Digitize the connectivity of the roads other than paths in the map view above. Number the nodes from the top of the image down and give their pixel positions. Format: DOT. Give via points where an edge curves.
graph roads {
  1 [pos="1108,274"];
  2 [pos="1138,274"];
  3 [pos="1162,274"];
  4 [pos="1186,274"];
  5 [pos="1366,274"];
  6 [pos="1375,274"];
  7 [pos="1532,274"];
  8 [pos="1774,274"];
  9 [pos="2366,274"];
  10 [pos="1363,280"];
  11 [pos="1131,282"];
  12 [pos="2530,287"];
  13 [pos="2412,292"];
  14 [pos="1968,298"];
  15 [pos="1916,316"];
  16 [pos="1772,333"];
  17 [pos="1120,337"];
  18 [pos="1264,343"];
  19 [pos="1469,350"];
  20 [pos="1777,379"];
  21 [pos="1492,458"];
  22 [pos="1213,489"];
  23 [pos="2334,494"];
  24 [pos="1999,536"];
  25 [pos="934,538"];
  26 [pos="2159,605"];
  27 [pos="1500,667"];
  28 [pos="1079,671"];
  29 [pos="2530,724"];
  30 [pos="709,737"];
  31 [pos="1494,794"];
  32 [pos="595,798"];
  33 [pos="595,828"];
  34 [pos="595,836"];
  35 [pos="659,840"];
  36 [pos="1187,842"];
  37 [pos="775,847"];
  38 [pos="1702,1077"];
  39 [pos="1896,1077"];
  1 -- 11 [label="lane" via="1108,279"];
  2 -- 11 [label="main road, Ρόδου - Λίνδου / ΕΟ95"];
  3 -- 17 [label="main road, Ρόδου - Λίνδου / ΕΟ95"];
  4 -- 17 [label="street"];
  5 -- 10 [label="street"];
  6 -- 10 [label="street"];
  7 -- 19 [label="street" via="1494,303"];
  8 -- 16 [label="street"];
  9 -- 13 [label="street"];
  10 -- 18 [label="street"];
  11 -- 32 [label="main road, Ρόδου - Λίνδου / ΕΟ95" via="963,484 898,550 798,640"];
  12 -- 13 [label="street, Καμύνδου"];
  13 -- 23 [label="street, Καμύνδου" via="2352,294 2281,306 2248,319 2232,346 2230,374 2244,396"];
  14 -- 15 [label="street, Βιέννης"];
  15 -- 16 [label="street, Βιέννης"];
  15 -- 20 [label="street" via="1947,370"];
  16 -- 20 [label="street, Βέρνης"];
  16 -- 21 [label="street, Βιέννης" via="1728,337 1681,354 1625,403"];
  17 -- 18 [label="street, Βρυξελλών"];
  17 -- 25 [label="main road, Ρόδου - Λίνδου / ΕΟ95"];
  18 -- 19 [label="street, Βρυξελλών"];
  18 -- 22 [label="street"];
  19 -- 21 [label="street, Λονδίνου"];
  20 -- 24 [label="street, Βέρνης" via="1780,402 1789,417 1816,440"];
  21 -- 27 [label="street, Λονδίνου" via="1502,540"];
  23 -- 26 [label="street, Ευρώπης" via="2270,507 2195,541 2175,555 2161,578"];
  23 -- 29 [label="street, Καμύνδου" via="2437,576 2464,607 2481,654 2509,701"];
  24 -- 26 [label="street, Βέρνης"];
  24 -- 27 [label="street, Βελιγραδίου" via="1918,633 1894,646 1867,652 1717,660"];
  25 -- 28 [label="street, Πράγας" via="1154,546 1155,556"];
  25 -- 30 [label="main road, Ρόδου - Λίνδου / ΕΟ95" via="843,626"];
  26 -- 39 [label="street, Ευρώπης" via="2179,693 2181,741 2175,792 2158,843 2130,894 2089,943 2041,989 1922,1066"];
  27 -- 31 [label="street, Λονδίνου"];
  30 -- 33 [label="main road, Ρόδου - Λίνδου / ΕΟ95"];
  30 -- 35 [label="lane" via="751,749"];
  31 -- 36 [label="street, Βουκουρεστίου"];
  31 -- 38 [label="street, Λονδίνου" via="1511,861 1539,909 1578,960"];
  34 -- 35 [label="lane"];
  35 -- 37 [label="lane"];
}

## Goal of the exercise:
Write every record above out again exactly as it stands.

## Completed exercise:
Digitize the connectivity of the roads other than paths in the map view above. Number the nodes from the top of the image down and give their pixel positions. Format: DOT. Give via points where an edge curves.
graph roads {
  1 [pos="1108,274"];
  2 [pos="1138,274"];
  3 [pos="1162,274"];
  4 [pos="1186,274"];
  5 [pos="1366,274"];
  6 [pos="1375,274"];
  7 [pos="1532,274"];
  8 [pos="1774,274"];
  9 [pos="2366,274"];
  10 [pos="1363,280"];
  11 [pos="1131,282"];
  12 [pos="2530,287"];
  13 [pos="2412,292"];
  14 [pos="1968,298"];
  15 [pos="1916,316"];
  16 [pos="1772,333"];
  17 [pos="1120,337"];
  18 [pos="1264,343"];
  19 [pos="1469,350"];
  20 [pos="1777,379"];
  21 [pos="1492,458"];
  22 [pos="1213,489"];
  23 [pos="2334,494"];
  24 [pos="1999,536"];
  25 [pos="934,538"];
  26 [pos="2159,605"];
  27 [pos="1500,667"];
  28 [pos="1079,671"];
  29 [pos="2530,724"];
  30 [pos="709,737"];
  31 [pos="1494,794"];
  32 [pos="595,798"];
  33 [pos="595,828"];
  34 [pos="595,836"];
  35 [pos="659,840"];
  36 [pos="1187,842"];
  37 [pos="775,847"];
  38 [pos="1702,1077"];
  39 [pos="1896,1077"];
  1 -- 11 [label="lane" via="1108,279"];
  2 -- 11 [label="main road, Ρόδου - Λίνδου / ΕΟ95"];
  3 -- 17 [label="main road, Ρόδου - Λίνδου / ΕΟ95"];
  4 -- 17 [label="street"];
  5 -- 10 [label="street"];
  6 -- 10 [label="street"];
  7 -- 19 [label="street" via="1494,303"];
  8 -- 16 [label="street"];
  9 -- 13 [label="street"];
  10 -- 18 [label="street"];
  11 -- 32 [label="main road, Ρόδου - Λίνδου / ΕΟ95" via="963,484 898,550 798,640"];
  12 -- 13 [label="street, Καμύνδου"];
  13 -- 23 [label="street, Καμύνδου" via="2352,294 2281,306 2248,319 2232,346 2230,374 2244,396"];
  14 -- 15 [label="street, Βιέννης"];
  15 -- 16 [label="street, Βιέννης"];
  15 -- 20 [label="street" via="1947,370"];
  16 -- 20 [label="street, Βέρνης"];
  16 -- 21 [label="street, Βιέννης" via="1728,337 1681,354 1625,403"];
  17 -- 18 [label="street, Βρυξελλών"];
  17 -- 25 [label="main road, Ρόδου - Λίνδου / ΕΟ95"];
  18 -- 19 [label="street, Βρυξελλών"];
  18 -- 22 [label="street"];
  19 -- 21 [label="street, Λονδίνου"];
  20 -- 24 [label="street, Βέρνης" via="1780,402 1789,417 1816,440"];
  21 -- 27 [label="street, Λονδίνου" via="1502,540"];
  23 -- 26 [label="street, Ευρώπης" via="2270,507 2195,541 2175,555 2161,578"];
  23 -- 29 [label="street, Καμύνδου" via="2437,576 2464,607 2481,654 2509,701"];
  24 -- 26 [label="street, Βέρνης"];
  24 -- 27 [label="street, Βελιγραδίου" via="1918,633 1894,646 1867,652 1717,660"];
  25 -- 28 [label="street, Πράγας" via="1154,546 1155,556"];
  25 -- 30 [label="main road, Ρόδου - Λίνδου / ΕΟ95" via="843,626"];
  26 -- 39 [label="street, Ευρώπης" via="2179,693 2181,741 2175,792 2158,843 2130,894 2089,943 2041,989 1922,1066"];
  27 -- 31 [label="street, Λονδίνου"];
  30 -- 33 [label="main road, Ρόδου - Λίνδου / ΕΟ95"];
  30 -- 35 [label="lane" via="751,749"];
  31 -- 36 [label="street, Βουκουρεστίου"];
  31 -- 38 [label="street, Λονδίνου" via="1511,861 1539,909 1578,960"];
  34 -- 35 [label="lane"];
  35 -- 37 [label="lane"];
}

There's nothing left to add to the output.